_PROBLEM TO WORK ON_
Scanning the entries below, copy every line that contains the word "down".

_DATA TO PROCESS_

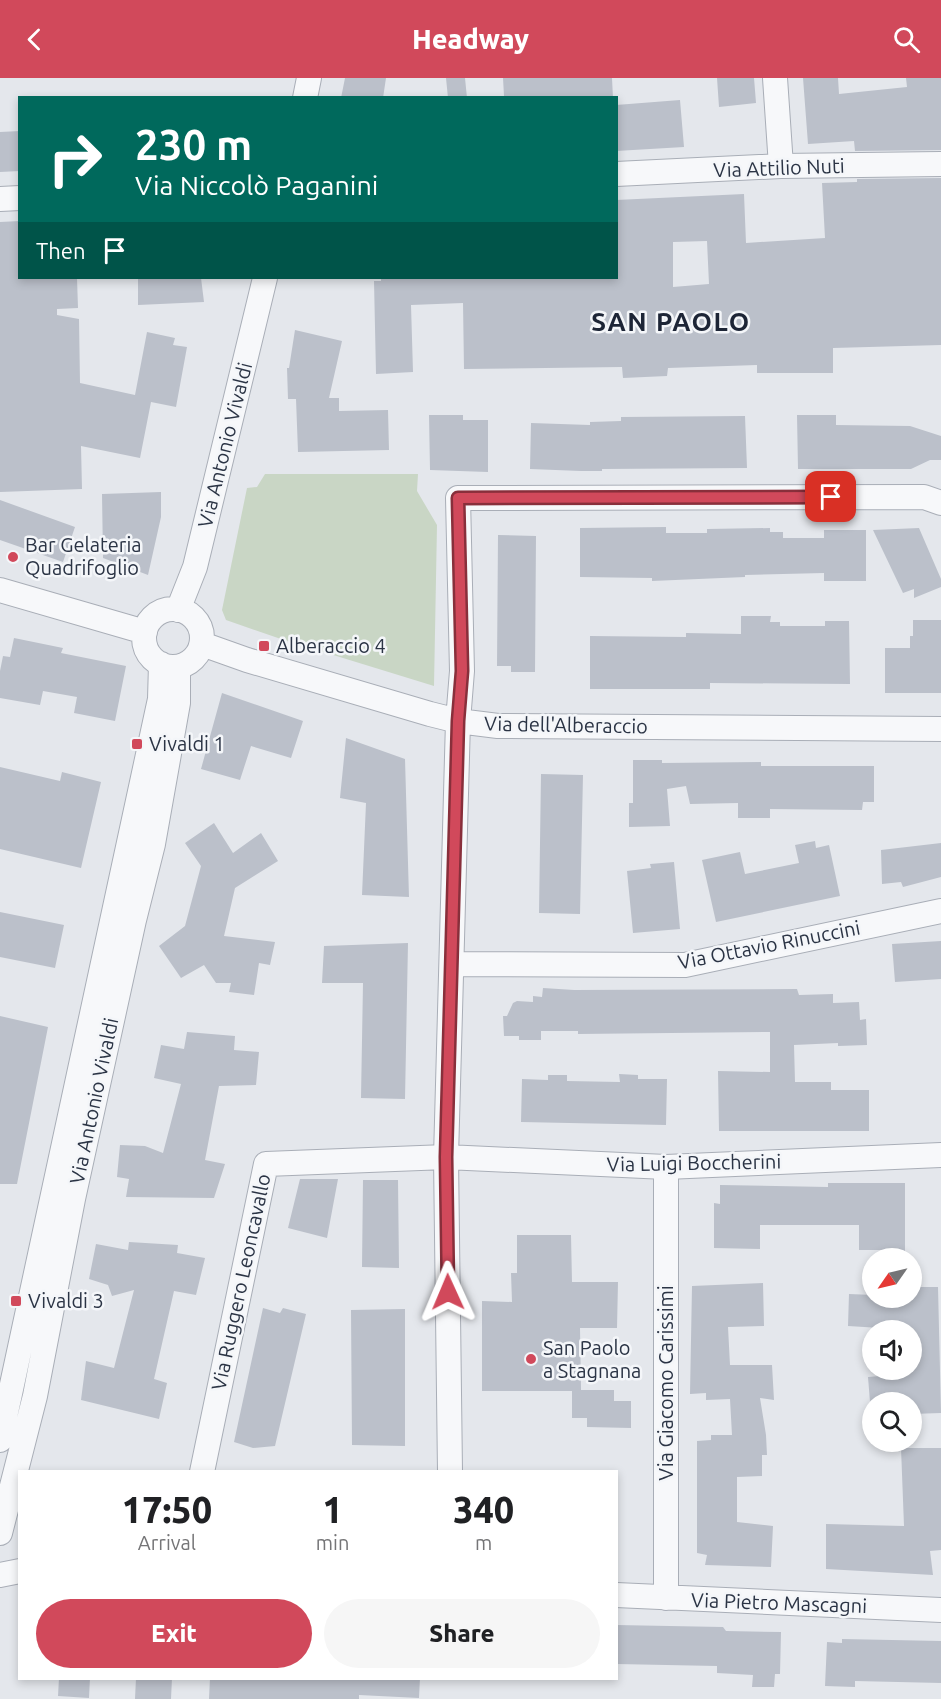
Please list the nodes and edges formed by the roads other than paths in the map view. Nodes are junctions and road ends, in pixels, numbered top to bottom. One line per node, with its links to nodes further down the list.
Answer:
1 (309, 78): 3 (street)
2 (775, 78): 5 (street)
3 (305, 96)
4 (941, 164): 5 (street, Via Attilio Nuti)
5 (781, 166): 6 (street, Via Attilio Nuti)
6 (618, 174)
7 (18, 198): 8 (street)
8 (0, 199)
9 (265, 279): 12 (street, Via Antonio Vivaldi)
10 (941, 503): 16 (street)
11 (0, 590): 13 (street)
12 (178, 610): 13 (street); 14 (street)
13 (145, 632): 15 (street)
14 (202, 644): 15 (street); 16 (street, Via dell'Alberaccio)
15 (169, 666): 23 (street, Via Antonio Vivaldi); 26 (street, Via Antonio Vivaldi)
16 (458, 721): 17 (street, Via dell'Alberaccio); 19 (street)
17 (941, 729)
18 (941, 911): 19 (street, Via Ottavio Rinuccini)
19 (452, 964): 21 (street)
20 (941, 1155): 22 (street, Via Luigi Boccherini)
21 (446, 1157): 22 (street, Via Luigi Boccherini); 24 (street, Via Ruggero Leoncavallo); 25 (street)
22 (666, 1167): 30 (street, Via Giacomo Carissimi)
23 (0, 1440)
24 (202, 1470)
25 (450, 1470)
26 (0, 1533)
27 (18, 1570): 28 (street)
28 (0, 1575)
29 (618, 1595): 30 (street, Via Pietro Mascagni)
30 (666, 1598): 31 (street, Via Pietro Mascagni)
31 (941, 1610)

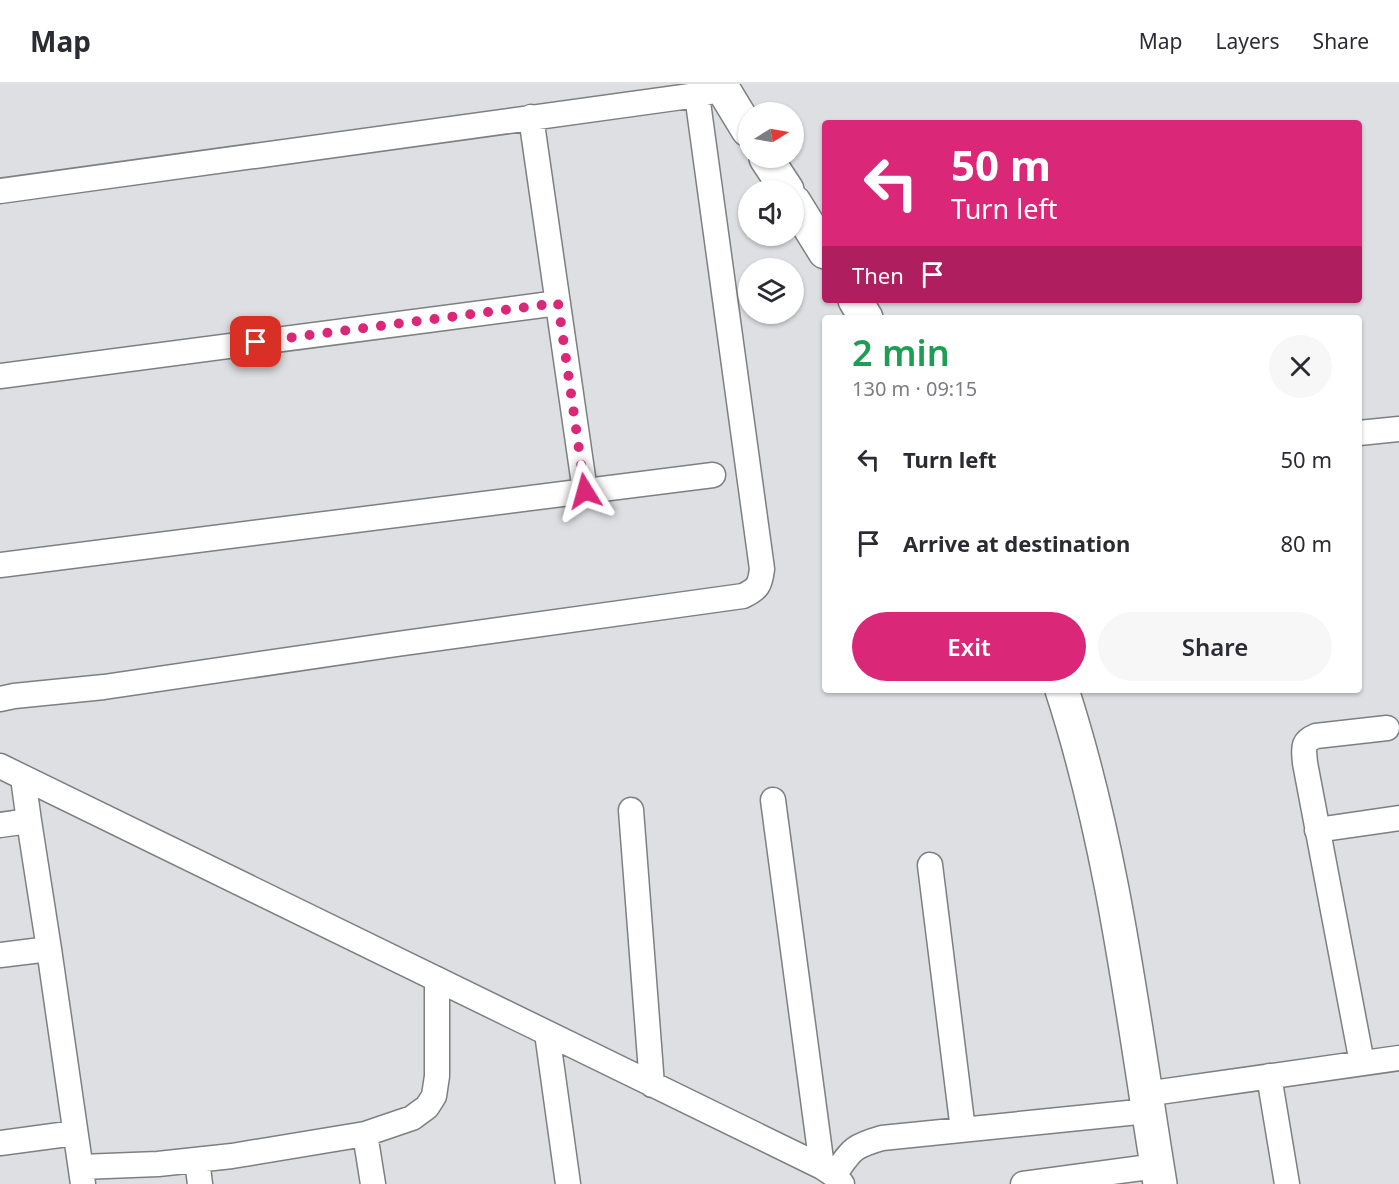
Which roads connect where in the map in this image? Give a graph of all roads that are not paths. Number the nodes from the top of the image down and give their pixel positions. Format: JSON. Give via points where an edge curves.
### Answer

_RESULT OF THIS EXERCISE_
Please list the nodes and edges formed by the roads other than paths in the map view. Nodes are junctions and road ends, in pixels, numbered top to bottom. One line per node, with its links to nodes further down the list.
Which roads connect where in the map in this image? Give a graph of all roads that are not paths. Number the nodes from the top of the image down and give their pixel positions. Format: JSON. Give via points where an edge curves.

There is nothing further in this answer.